Anima, the Brussels International Animation Film Festival, will take place from 25 February to 6 March in a new hybrid form: in theatres at Flagey, Palace, Kinograph and the Cinematek, other decentralized locations in Flanders and Wallonia, as well as online on the Anima Online platform.
After a very eventful year and the 100% online 40th edition that was able to win over the festivalgoers, the Anima Festival is very happy to announce that its team of programme planners received over 1,500 films and is currently screening them to select and offer the public the best there is in animation at the moment.
“We are preparing a host of activities to get back into the swing of Anima’s secret ingredient: sharing and exchanging in a friendly and peaceful atmosphere!″ declared the Festival’s directors Dominique Seutin and Karin Vandenrydt, who are looking forward to reuniting with the public.
In addition to presenting an international feature film competition, and national and international short film competitions, Anima will also feature special programmes, such as the popular Animated Night, a new Queer Stories evening to celebrate gay love in animation, a parallel festival of VR (virtual reality) films, numerous programmes for children, including the return of Pingu to the big screen, or the preview of ‘The Summer Holiday‘, the latest offering from ‘A Town Called Panic‘.
Czechia and France
This year, Anima will be honouring the new generation of Czech animation, with no less than four 4 features and several short film programmes, as well as productions from French animation schools, whose films show a surprising quality and diversity.
The Futuranima professional meetings will take place from Monday, 28 February to Saturday 5 March, by and for animation enthusiasts: meetings with renowned personalities, Industry Day, Student Day, recruitment sessions, sneak previews, discussions about VR, co-productions, video games, and a whole lot more besides.
Anima is introducing a Queer Stories chapter. “LGBTQIA+ love and queer culture is a theme that is becoming more and more evident and present in animation. We wanted to highlight this and celebrate it in a friendly and festive way”, Dominique Seutin tells Ket Mag Brussels Queer Magazine.

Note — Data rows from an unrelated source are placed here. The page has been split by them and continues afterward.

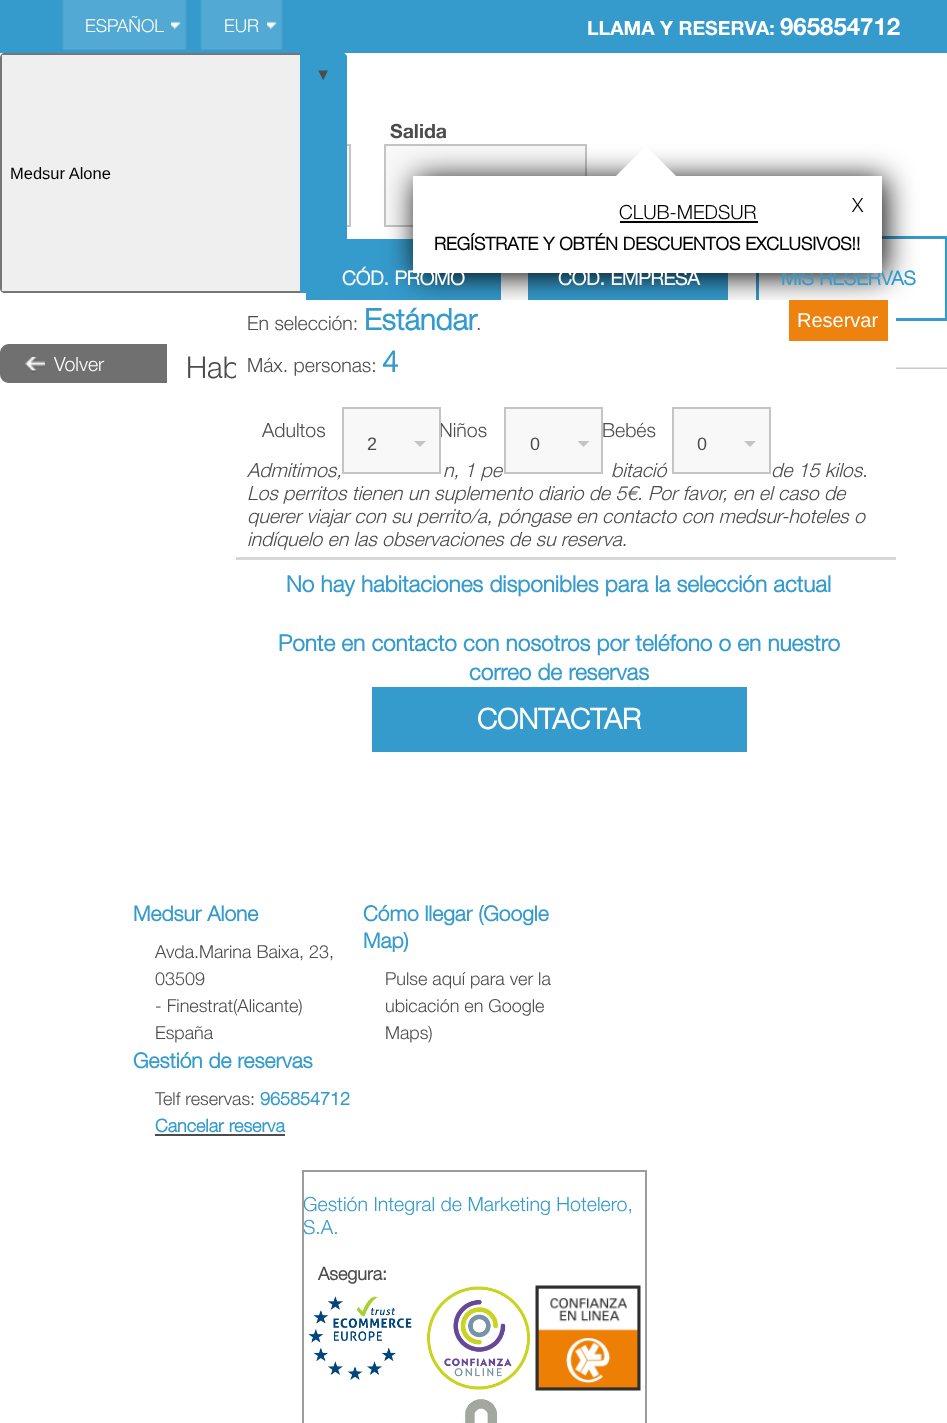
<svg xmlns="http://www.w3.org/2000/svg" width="947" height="1423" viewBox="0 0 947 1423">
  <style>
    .t1 { font: 300 18px 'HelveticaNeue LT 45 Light'; fill: #fff; }
    .t2 { font: bold 19.5px Helvetica Neue; fill: #fff; }
    .t3 { font: bold 24px Helvetica Neue; fill: #fff; }
    .t4 { font: 16.5px Liberation Sans; fill: #4c4c4c; }
    .t5 { font: 16.5px Liberation Sans; fill: #000; }
    .t6 { font: bold 19.5px Helvetica Neue; fill: #4c4c4c; }
    .t7 { font: bold 19.5px 'HelveticaNeue LT 45 Light'; fill: #359bcc; }
    .t8 { font: 300 19.5px 'HelveticaNeue LT 45 Light'; fill: #000; }
    .t9 { font: bold 18px 'HelveticaNeue LT 45 Light'; fill: #000; }
    .t10 { font: bold 19.5px 'HelveticaNeue LT 45 Light'; fill: #fff; }
    .t11 { font: 300 19.5px 'HelveticaNeue LT 45 Light'; fill: #fff; }
    .t12 { font: 300 30px 'HelveticaNeue LT 45 Light'; fill: #4c4c4c; }
    .t13 { font: 300 19.5px 'HelveticaNeue LT 45 Light'; fill: #4c4c4c; }
    .t14 { font: bold 29.5px 'HelveticaNeue LT 45 Light'; fill: #359bcc; }
    .t15 { font: 20px Liberation Sans; fill: #fff; }
    .t16 { font: 18px Liberation Sans; fill: #4c4c4c; }
    .t17 { font: italic 300 19.5px 'HelveticaNeue LT 45 Light'; fill: #4c4c4c; }
    .t18 { font: bold 22.5px 'HelveticaNeue LT 45 Light'; fill: #359bcc; }
    .t19 { font: bold 28.5px 'HelveticaNeue LT 45 Light'; fill: #fff; }
    .t20 { font: bold 21px 'HelveticaNeue LT 45 Light'; fill: #359bcc; }
    .t21 { font: 300 18px 'HelveticaNeue LT 45 Light'; fill: #4c4c4c; }
    .t22 { font: bold 18px 'HelveticaNeue LT 45 Light'; fill: #359bcc; }
    .t23 { font: 300 19.6px 'HelveticaNeue LT 45 Light'; fill: #359bcc; }
    .t24 { font: bold 18px 'HelveticaNeue LT 45 Light'; fill: #4c4c4c; }
  </style>
  <rect width="100%" height="100%" fill="#fff"/>
  <rect x="0" y="0" width="947" height="53" fill="#359bcc"/>
  <image x="62" y="0" width="125" height="50" href="images/1.png"/>
  <text x="85" y="32" class="t1">ESPAÑOL</text>
  <image x="171" y="21" width="10" height="9" href="images/2.png"/>
  <image x="200" y="0" width="83" height="50" href="images/3.png"/>
  <text x="224" y="32" class="t1">EUR</text>
  <image x="267" y="21" width="10" height="9" href="images/2.png"/>
  <text x="587" y="35" class="t2">LLAMA Y RESERVA:</text>
  <text x="780" y="35" class="t3">965854712</text>
  <rect x="347" y="146" width="2" height="79" fill="#f8f8f8"/>
  <rect x="150" y="145" width="200" height="81" fill="none" stroke="#c4c4c4" stroke-width="2"/>
  <rect x="0" y="53" width="347" height="240" rx="5" fill="#efefef"/>
  <path d="M5 53C2 53 0 55 0 58V288C0 291 2 293 5 293H342C345 293 347 291 347 288V58C347 55 345 53 342 53ZM2 55V291H345V55Z" fill="#767676" fill-rule="evenodd"/>
  <path d="M300 53H342C345 53 347 55 347 58V288C347 291 345 293 342 293H300Z" fill="#359bcc"/>
  <text x="315" y="80" class="t4">▼</text>
  <text x="10" y="179" class="t5">Medsur Alone</text>
  <text x="390" y="138" class="t6">Salida</text>
  <rect x="385" y="145" width="201" height="81" fill="#f8f8f8" stroke="#c4c4c4" stroke-width="2"/>
  <rect x="306" y="239" width="195" height="61" fill="#359bcc"/>
  <rect x="528" y="273" width="200" height="27" fill="#359bcc"/>
  <rect x="757.5" y="237.5" width="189" height="82" fill="none" stroke="#359bcc" stroke-width="3"/>
  <rect x="416" y="179" width="469" height="97" fill="#000" filter="blur(15px)"/>
  <text x="781" y="285" class="t7">MIS RESERVAS</text>
  <rect x="413" y="176" width="469" height="97" fill="#fff"/>
  <path d="M676 176H616L646 146Z" fill="#fff"/>
  <text x="619" y="219" class="t8">CLUB-MEDSUR</text>
  <rect x="620" y="221" width="138" height="2" fill="#000"/>
  <text x="852" y="212" class="t8">X</text>
  <text x="434" y="250" class="t9">REGÍSTRATE Y OBTÉN DESCUENTOS EXCLUSIVOS!!</text>
  <text x="342" y="285" class="t10">CÓD. PROMO</text>
  <text x="558" y="285" class="t10">CÓD. EMPRESA</text>
  <path d="M9 344H167V383H9C4 383 0 379 0 374V353C0 348 4 344 9 344Z" fill="#707070"/>
  <image x="25" y="357" width="20" height="15" href="images/4.png"/>
  <text x="54" y="371" class="t11">Volver</text>
  <image x="896" y="367" width="51" height="2" href="images/5.png"/>
  <text x="186" y="378" class="t12">Hab</text>
  <rect x="236" y="300" width="660" height="77" fill="#fff"/>
  <text x="247" y="330" class="t13">En selección:</text>
  <text x="364" y="330" class="t14">Estándar</text>
  <text x="476" y="330" class="t13">.</text>
  <text x="247" y="372" class="t13">Máx. personas:</text>
  <text x="382" y="372" class="t14">4</text>
  <rect x="789" y="300" width="99" height="41" fill="#ee820f"/>
  <text x="797" y="327" class="t15">Reservar</text>
  <text x="262" y="437" class="t13">Adultos</text>
  <text x="439" y="437" class="t13">Niños</text>
  <rect x="343" y="408" width="97" height="65" fill="#f8f8f8" stroke="#c4c4c4" stroke-width="2"/>
  <text x="367" y="450" class="t16">2</text>
  <path d="M414 441H426L420 447Z" fill="#c4c4c4"/>
  <text x="602" y="437" class="t13">Bebés</text>
  <rect x="505" y="408" width="97" height="65" fill="#f8f8f8" stroke="#c4c4c4" stroke-width="2"/>
  <text x="530" y="450" class="t16">0</text>
  <path d="M577.5 441H589.5L583.5 447Z" fill="#c4c4c4"/>
  <rect x="673" y="408" width="97" height="65" fill="#f8f8f8" stroke="#c4c4c4" stroke-width="2"/>
  <text x="697" y="450" class="t16">0</text>
  <path d="M744 441H756L750 447Z" fill="#c4c4c4"/>
  <text x="247" y="477" class="t17">Admitimos,</text>
  <text x="443" y="477" class="t17">n, 1 pe</text>
  <text x="611" y="477" class="t17">bitació</text>
  <text x="771" y="477" class="t17">de 15 kilos.</text>
  <text x="247" y="500" class="t17">Los perritos tienen un suplemento diario de 5€. Por favor, en el caso de</text>
  <text x="247" y="523" class="t17">querer viajar con su perrito/a, póngase en contacto con medsur-hoteles o</text>
  <text x="247" y="546" class="t17">indíquelo en las observaciones de su reserva.</text>
  <rect x="236" y="557" width="660" height="3" fill="#d7d7d7"/>
  <text x="286" y="592" class="t18">No hay habitaciones disponibles para la selección actual</text>
  <text x="278" y="651" class="t18">Ponte en contacto con nosotros por teléfono o en nuestro</text>
  <text x="469" y="680" class="t18">correo de reservas</text>
  <rect x="372" y="687" width="375" height="65" fill="#359bcc"/>
  <text x="477" y="729" class="t19">CONTACTAR</text>
  <text x="133" y="921" class="t20">Medsur Alone</text>
  <text x="155" y="958" class="t21">Avda.Marina Baixa, 23,</text>
  <text x="155" y="985" class="t21">03509</text>
  <text x="155" y="1012" class="t21">- Finestrat(Alicante)</text>
  <text x="155" y="1039" class="t21">España</text>
  <text x="363" y="921" class="t20">Cómo llegar (Google</text>
  <text x="363" y="948" class="t20">Map)</text>
  <text x="385" y="985" class="t21">Pulse aquí para ver la</text>
  <text x="385" y="1012" class="t21">ubicación en Google</text>
  <text x="385" y="1039" class="t21">Maps)</text>
  <text x="133" y="1068" class="t20">Gestión de reservas</text>
  <text x="155" y="1105" class="t21">Telf reservas:</text>
  <text x="260" y="1105" class="t22">965854712</text>
  <text x="155" y="1132" class="t22">Cancelar reserva</text>
  <rect x="155" y="1134" width="130" height="2" fill="#4c4c4c"/>
  <rect x="303" y="1171" width="343" height="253" fill="none" stroke="#9c9c9c" stroke-width="2"/>
  <text x="303" y="1211" class="t23">Gestión Integral de Marketing Hotelero,</text>
  <text x="303" y="1234" class="t23">S.A.</text>
  <text x="318" y="1280" class="t24">Asegura:</text>
  <image x="308" y="1286" width="223" height="104" href="images/6.png"/>
  <image x="535" y="1285" width="106" height="106" href="images/7.png"/>
  <image x="462" y="1396" width="39" height="27" href="images/8.png"/>
</svg>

“The Queer Stories programme will consist of a feature film, ‘Flee‘, a film that was nominated for an Academy Award in the categories of Best Foreign Film and Best Documentary. There’s also a programme of short films which is a mixture of films in the 2022 official selection and films we have already screened at Anima in the past.
“We’ll also be presenting a performance by queer artists from Cabaret Mademoiselle, which promises to be colourful.”
‘Flee’, by Jonas Poher Rasmussen, tells the extraordinary true story of a man, Amin, on the verge of marriage which compels him to reveal his hidden past for the first time.
A secret he has been hiding for over twenty years threatens to ruin the life he has built for himself. He recounts his dramatic journey as a child refugee from Afghanistan to Denmark. Told mostly through animation, ‘Flee’ weaves together a stunning tapestry of images and memories to tell the deeply affecting and original story of a young man grappling with his traumatic past in order to find his true self and the meaning of home.